In November of 2016, the Galápagos National Park Directorate of the Ministry of Environment of Ecuador, Island Conservation, and the University of Massey, New Zealand, started the second phase of a project on the diversity of a group of endemic reptiles that has not been studied that much: Galápagos snakes. This study aims to evaluate the taxonomy and distribution of the snakes based on morphological and genetic analyzes. There are seven known species of snakes in the archipelago, however there is little knowledge of their morphological and genetic variability. Dr. Luis Ortiz-Catderal, professor of Massey University and leader of the project noted:
A better understanding of the number of species of snakes and their distribution is crucial for an integrated management of the biodiversity of the Galápagos Islands.
In its first phase (November-December 2015), this study obtained morphological and population data on the Champion and Gardner-by-Floreana islets, where it is estimated that there are about 1,200 specimens of the Floreana snake, also known as “Galápagos Racer” (Pseudalsophis biserialis biserialis).

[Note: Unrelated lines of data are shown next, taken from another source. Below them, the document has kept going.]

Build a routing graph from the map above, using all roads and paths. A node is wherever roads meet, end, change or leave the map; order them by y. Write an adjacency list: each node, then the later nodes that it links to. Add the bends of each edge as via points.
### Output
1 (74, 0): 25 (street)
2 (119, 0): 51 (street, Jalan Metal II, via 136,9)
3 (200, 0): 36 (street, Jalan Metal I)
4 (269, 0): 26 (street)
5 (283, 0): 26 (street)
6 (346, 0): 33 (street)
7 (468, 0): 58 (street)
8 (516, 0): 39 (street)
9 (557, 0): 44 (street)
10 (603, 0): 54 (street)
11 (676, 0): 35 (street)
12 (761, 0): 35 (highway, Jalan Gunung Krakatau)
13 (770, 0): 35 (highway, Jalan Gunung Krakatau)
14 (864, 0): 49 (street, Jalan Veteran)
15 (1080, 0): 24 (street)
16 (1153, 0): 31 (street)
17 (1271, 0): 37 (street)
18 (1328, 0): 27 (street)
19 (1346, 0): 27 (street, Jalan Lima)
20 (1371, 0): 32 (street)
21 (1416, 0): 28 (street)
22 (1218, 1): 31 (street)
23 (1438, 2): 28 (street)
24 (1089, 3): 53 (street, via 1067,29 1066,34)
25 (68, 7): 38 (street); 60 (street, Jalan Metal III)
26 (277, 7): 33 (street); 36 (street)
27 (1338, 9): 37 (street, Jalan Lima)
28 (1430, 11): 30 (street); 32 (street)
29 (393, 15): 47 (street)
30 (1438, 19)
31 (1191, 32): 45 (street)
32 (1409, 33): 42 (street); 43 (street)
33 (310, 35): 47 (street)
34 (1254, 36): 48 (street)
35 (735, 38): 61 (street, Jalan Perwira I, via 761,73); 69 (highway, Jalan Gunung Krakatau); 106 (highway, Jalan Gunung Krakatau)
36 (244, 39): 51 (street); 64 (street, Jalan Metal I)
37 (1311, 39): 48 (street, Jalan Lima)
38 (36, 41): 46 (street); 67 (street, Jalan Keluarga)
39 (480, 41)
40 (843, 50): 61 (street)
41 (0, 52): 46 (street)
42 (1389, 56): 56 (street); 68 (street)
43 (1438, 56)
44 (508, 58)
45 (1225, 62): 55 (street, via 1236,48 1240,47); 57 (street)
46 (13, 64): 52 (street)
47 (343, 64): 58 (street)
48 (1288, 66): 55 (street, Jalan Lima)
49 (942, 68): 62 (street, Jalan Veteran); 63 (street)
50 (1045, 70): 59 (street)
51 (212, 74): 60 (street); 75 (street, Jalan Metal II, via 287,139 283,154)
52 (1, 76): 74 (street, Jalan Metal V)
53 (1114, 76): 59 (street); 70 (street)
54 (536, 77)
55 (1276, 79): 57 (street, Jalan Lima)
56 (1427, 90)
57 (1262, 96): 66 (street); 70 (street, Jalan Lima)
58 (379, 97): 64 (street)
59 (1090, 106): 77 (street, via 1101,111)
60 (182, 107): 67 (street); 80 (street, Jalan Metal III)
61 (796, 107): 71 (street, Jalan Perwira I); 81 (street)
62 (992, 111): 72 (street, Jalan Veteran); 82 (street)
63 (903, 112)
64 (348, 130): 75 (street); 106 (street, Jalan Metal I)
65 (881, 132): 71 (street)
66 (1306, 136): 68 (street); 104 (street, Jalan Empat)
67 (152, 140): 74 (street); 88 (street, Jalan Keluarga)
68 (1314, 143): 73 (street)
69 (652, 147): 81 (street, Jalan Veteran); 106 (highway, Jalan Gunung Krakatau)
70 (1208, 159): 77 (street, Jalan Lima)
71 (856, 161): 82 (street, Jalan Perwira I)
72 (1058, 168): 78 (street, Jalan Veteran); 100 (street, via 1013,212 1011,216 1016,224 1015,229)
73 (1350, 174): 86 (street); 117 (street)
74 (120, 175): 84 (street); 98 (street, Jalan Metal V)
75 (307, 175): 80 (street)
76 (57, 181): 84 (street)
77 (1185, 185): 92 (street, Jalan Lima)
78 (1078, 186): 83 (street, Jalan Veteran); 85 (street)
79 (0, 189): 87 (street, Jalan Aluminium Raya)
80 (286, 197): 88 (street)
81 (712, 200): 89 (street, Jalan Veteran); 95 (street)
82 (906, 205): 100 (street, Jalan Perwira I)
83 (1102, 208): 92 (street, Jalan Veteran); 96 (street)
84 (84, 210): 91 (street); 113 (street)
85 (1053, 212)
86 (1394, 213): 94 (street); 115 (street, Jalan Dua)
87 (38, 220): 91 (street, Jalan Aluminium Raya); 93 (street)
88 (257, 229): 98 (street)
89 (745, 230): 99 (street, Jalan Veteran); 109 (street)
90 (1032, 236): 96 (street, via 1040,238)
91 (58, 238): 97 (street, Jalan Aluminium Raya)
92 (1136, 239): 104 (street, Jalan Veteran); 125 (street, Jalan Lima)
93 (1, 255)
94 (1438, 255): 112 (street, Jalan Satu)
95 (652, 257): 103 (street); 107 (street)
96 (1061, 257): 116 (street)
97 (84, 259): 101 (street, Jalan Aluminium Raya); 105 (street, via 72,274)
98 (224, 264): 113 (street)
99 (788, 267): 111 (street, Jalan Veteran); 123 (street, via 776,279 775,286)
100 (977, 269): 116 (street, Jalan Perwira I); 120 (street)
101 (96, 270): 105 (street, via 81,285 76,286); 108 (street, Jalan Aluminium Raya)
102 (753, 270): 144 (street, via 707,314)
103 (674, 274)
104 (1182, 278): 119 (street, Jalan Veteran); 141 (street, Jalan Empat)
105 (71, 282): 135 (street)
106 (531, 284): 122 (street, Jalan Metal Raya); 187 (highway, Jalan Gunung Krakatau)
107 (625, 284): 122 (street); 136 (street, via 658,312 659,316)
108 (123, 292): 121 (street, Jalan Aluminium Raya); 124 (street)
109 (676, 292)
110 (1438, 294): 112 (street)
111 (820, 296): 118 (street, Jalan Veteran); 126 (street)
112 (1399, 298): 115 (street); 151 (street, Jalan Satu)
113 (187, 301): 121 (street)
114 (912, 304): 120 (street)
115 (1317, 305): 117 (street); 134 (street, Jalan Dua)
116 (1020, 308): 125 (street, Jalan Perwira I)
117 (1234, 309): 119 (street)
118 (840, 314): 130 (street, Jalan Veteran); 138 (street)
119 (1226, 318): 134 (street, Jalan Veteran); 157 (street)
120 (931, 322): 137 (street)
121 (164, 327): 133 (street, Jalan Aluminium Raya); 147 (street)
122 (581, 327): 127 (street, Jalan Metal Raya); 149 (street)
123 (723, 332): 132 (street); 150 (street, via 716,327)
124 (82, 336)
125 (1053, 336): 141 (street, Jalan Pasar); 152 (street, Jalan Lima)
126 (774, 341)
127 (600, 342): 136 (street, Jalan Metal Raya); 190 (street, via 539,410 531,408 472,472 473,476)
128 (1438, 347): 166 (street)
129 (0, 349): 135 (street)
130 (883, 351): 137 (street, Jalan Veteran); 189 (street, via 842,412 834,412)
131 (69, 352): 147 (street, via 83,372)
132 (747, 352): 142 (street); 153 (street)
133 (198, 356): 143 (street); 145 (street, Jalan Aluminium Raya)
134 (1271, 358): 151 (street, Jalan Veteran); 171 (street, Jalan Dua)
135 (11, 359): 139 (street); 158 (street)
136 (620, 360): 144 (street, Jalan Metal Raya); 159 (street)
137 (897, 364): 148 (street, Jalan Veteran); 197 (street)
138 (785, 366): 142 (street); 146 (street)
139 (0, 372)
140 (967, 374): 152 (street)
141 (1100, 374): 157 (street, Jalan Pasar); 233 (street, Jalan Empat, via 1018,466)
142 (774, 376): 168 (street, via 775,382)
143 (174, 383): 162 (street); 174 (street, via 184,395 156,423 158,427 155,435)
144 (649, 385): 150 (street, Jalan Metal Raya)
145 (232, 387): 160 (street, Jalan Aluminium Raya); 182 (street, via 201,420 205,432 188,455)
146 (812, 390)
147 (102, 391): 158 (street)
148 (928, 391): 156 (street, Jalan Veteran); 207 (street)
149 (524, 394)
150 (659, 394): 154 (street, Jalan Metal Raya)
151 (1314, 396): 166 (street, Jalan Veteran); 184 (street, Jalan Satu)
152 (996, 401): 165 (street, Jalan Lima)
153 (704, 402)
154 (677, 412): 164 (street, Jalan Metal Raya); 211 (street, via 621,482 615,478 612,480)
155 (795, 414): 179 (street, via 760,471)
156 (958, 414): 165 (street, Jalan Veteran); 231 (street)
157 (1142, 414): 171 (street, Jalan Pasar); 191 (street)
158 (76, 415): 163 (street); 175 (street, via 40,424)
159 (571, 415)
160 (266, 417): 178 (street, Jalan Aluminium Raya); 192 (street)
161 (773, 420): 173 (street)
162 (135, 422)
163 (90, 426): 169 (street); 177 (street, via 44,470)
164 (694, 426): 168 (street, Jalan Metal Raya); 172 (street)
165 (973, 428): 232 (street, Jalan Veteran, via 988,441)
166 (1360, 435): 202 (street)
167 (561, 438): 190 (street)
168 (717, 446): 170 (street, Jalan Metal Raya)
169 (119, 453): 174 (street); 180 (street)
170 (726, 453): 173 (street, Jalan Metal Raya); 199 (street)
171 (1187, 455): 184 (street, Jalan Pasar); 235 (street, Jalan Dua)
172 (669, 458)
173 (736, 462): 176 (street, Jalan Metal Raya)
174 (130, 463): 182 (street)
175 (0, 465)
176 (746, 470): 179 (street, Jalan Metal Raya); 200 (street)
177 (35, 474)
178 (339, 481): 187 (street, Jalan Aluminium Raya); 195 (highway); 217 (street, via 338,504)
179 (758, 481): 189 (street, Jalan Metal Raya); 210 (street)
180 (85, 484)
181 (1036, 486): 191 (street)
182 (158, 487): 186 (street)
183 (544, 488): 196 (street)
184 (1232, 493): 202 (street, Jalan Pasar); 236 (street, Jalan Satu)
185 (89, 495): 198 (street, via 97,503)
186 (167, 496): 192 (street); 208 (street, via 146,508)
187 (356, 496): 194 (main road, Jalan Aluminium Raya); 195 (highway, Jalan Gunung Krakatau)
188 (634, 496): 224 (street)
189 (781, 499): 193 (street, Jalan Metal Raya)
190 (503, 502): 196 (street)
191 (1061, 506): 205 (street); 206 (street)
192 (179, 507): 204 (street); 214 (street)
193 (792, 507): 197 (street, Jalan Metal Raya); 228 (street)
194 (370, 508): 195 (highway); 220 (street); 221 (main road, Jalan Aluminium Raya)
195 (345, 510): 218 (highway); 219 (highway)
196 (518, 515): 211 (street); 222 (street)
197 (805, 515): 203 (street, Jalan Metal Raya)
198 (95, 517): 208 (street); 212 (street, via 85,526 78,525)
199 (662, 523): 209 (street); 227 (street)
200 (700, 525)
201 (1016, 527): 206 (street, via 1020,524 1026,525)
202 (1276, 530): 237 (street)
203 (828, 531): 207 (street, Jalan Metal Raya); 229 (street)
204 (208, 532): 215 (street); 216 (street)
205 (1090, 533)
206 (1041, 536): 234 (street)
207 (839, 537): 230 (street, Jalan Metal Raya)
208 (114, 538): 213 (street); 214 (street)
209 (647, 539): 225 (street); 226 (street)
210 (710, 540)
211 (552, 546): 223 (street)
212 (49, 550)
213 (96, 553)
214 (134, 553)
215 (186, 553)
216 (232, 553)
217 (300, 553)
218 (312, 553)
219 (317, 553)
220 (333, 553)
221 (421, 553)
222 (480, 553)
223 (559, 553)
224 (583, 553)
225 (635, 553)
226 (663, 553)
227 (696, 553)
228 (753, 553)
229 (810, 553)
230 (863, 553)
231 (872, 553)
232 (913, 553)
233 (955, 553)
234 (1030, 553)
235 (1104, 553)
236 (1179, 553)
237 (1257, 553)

The second phase included an expedition to Fernandina where they obtained data on Pseudalsophis occidentalis, P. slevini and a brief expedition to Rábida, where data on the P. dorsalis was obtained. Paula Castaño, Restoration Specialist for Island Conservation said:
A clear understanding of taxonomy allows us to guide the reintroduction programs such as those proposed under the Floreana Island Ecological Restoration Project. However, in order to reintroduce this and other species that were eradicated from the islands by invasive species, such as rodents and cats, we must first eliminate the threat posed by the invasive species.
The third phase of this project will begin in July 2017 when researchers from the University of California and the University of North Carolina will join in.